Michele’s love for vintage is strongly vibed via not just the through-the-eras apparel and accessories like the many, many splendiferous finger-dusters that knock off royal jewels or the antiqued metal rings cast in the forms from Gucci Garden. He’s full-on embraced bygone motifs: flocked brocades and floral prints that stepped off grandma’s embroidered tablecloth, tea towel, sofa and/or wallpaper; wonderfully tacky, colourful retro prints; map prints; cheesy typefaces; even the in-your-face logos of knock-off T-shirts. The house’s feminine Herbarium print, a seamless wallpaper-like floral design, was the starting point for Berlin-based Japanese artist Chiharu Shiota, whose works evoke emotive streams of consciousness through an intimate, immersive dream state.
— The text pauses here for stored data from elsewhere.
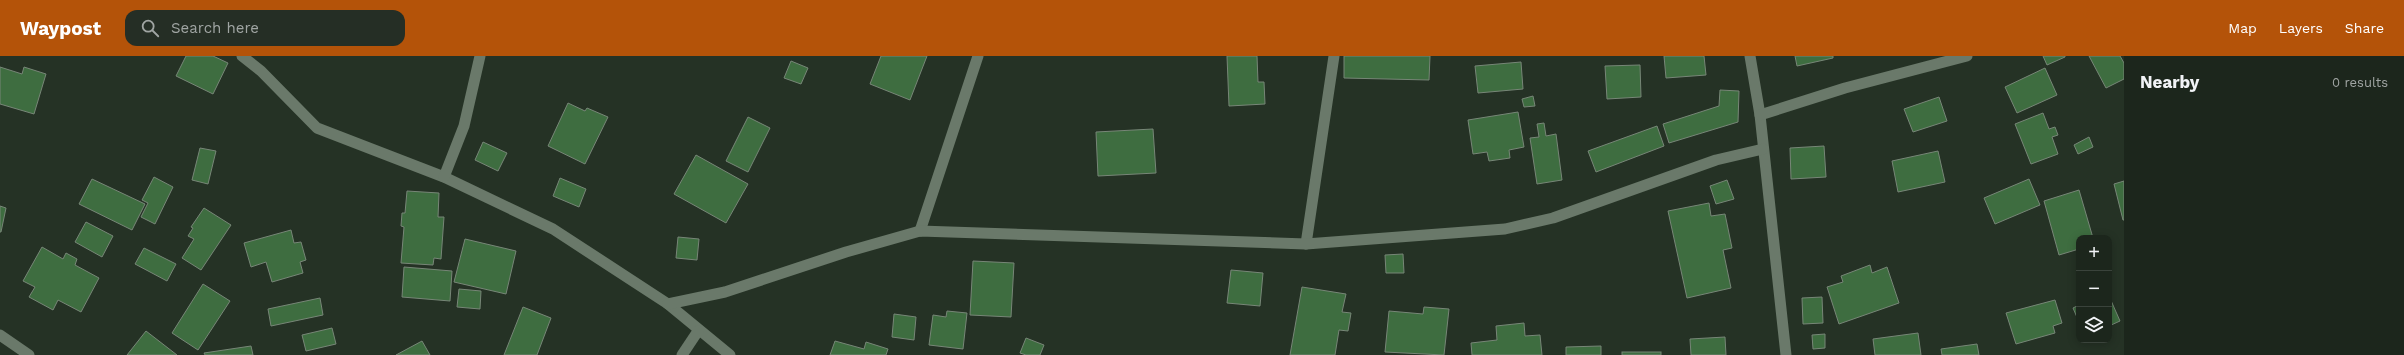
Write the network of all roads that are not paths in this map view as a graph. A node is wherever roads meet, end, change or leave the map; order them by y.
1 (242, 56) edge
2 (480, 56) edge
3 (978, 56) edge
4 (1334, 56) edge
5 (1750, 56) edge
6 (1967, 56) edge
7 (1760, 115) junction
8 (1763, 149) junction
9 (444, 178) junction
10 (920, 231) junction
11 (1306, 244) junction
12 (668, 304) junction
13 (698, 330) junction
14 (0, 336) edge
15 (29, 355) edge
16 (682, 355) edge
17 (730, 355) edge
18 (1786, 355) edge

1 - 9 street
2 - 9 street
3 - 10 street
4 - 11 street
5 - 7 street
6 - 7 street
7 - 8 street
8 - 11 street
8 - 18 street
9 - 12 street
10 - 11 street
10 - 12 street
12 - 13 street
13 - 16 street
13 - 17 street
14 - 15 street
The Gucci Herbarium Room was a dense web of red string that proliferated around bags and small wallets in the floral print. The closer you got, the more obscured the items were from view. The synaptic web of string, a Shiota signature, represented the brain’s memory system – an apt line of consciousness to Michele’s flashback fab.
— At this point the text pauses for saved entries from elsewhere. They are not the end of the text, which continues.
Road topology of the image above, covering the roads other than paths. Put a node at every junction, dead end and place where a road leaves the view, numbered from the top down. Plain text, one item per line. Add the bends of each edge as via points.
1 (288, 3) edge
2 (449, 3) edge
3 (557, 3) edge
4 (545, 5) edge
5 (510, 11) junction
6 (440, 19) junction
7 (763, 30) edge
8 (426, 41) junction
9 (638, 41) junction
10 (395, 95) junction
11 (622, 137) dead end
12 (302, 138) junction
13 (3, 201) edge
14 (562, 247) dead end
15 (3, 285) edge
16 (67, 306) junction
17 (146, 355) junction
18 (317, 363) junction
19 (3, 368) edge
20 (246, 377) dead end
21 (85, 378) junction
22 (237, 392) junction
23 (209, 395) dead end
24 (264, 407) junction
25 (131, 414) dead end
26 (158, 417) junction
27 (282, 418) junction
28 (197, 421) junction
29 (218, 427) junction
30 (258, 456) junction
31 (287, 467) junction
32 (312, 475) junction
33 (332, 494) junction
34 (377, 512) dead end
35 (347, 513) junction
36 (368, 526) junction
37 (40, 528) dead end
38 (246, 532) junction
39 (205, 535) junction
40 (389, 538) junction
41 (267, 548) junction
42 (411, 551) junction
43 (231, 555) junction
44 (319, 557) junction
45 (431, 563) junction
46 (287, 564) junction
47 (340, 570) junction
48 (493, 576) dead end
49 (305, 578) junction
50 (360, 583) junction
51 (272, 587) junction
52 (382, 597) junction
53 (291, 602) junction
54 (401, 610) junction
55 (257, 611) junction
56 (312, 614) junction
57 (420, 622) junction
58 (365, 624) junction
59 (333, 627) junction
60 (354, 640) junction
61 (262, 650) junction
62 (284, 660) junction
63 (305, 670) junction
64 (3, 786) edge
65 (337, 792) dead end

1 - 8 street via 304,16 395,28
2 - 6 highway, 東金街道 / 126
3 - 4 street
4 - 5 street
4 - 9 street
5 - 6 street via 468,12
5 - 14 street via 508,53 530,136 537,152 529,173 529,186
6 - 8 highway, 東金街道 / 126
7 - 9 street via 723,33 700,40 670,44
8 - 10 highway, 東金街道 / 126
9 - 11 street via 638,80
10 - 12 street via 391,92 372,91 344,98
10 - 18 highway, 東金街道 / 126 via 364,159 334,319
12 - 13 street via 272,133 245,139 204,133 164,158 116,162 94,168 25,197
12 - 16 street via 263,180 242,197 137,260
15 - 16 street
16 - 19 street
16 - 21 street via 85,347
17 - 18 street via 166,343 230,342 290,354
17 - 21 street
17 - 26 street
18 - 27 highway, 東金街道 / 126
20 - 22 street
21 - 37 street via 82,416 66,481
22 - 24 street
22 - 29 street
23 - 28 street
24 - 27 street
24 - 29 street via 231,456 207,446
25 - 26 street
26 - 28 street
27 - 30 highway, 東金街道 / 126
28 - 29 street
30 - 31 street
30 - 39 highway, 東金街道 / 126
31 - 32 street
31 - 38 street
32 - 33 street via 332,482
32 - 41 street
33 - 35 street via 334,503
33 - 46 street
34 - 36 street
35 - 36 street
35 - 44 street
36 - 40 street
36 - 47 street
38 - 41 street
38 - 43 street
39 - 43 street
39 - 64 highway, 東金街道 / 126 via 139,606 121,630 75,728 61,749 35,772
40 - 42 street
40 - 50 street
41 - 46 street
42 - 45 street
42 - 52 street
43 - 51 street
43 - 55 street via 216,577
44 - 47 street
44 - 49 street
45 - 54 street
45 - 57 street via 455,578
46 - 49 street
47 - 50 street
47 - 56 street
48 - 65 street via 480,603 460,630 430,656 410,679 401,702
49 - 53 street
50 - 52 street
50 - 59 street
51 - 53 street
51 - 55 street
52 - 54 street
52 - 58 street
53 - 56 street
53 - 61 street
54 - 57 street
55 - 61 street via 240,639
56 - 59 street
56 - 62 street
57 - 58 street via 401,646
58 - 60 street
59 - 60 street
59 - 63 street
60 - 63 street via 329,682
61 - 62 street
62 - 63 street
Thirdly, the Gucci Words Room – a darkened standing theatre space where a video projection of Matrix-like wall of changing hiragana characters faintly illuminated a handful of Gucci products suspended on display. The room lit up as traditional Japanese-style paintings of mythical figures lapped up the wall in neon-coloured licks of flames, and evolving geometric CGI and wireframes emerged and highlighted a jacket here, a bag there, a rose gold bangle elsewhere. The common thread in these products? They were emblazoned with “L’Aveugle Par Amour” – Love is Blind, or Blinded by Love, a phrase taken from the title of an 18th century French novel, and Michele’s slogan of choice from the time he took the creative helm at Gucci.
“I was given three instructions by Gucci when commissioned to create this room: that it’d be named the Gucci Word Room, to illustrate the mythology behind the products of Gucci, and to use Gucci Products in my installation,” explained Daito Manabe of the project that took six months to materialise. He ran excerpts from old Japanese love stories alongside the French slogan.
The founder of Rhizomatic Research, his bio reads artist, programmer, designer, DJ, VJ, composer; for Gucci 4 Rooms, he credits himself as a programmer rather than artist. “Tetsuya Tatamitani created the illustrations, Taeji Sawai created the soundtrack, and I programmed it.” Two paintings in simple traditional Japanese brushstrokes – of a bee and a tiger – were mounted as scrolls at two ends of the room. “I was inspired by HD movies, where it looks very sharp and clear, but if you go closer, you still see the pixels. In that sense, paper paintings are still superior. Mr Tatamitani painted them for me, as I wanted to contrast the two.”
Manabe, who has collaborated with over 100 personalities from a spectrum of fields including fashion, music and sports, brought together different contributions in clever, thoughtful, interactive and fun installations. The same could be said of Michele, if one thinks about it.
The Gucci 4 Rooms project reflects Michele’s knack for bringing things – in this case, artists as disparate as they could come – together and making them make so much sense as a whole, forging amazing commerciality on top of it all. Just as his collections over the past two years have been lapped up by even the most jaded of fashion lovers and gained Gucci an entirely new customer base, he ensured that fans of this exhibition could also take a piece of the house home with them by offering Japan-only capsule collections based around the four themes as part of the FW16 collection in stores and on gucci4rooms.gucci.com.
This story first appeared in L'Officiel Singapore's December/January 2017 issue with the title "Deconstructing Gucci 4 Rooms".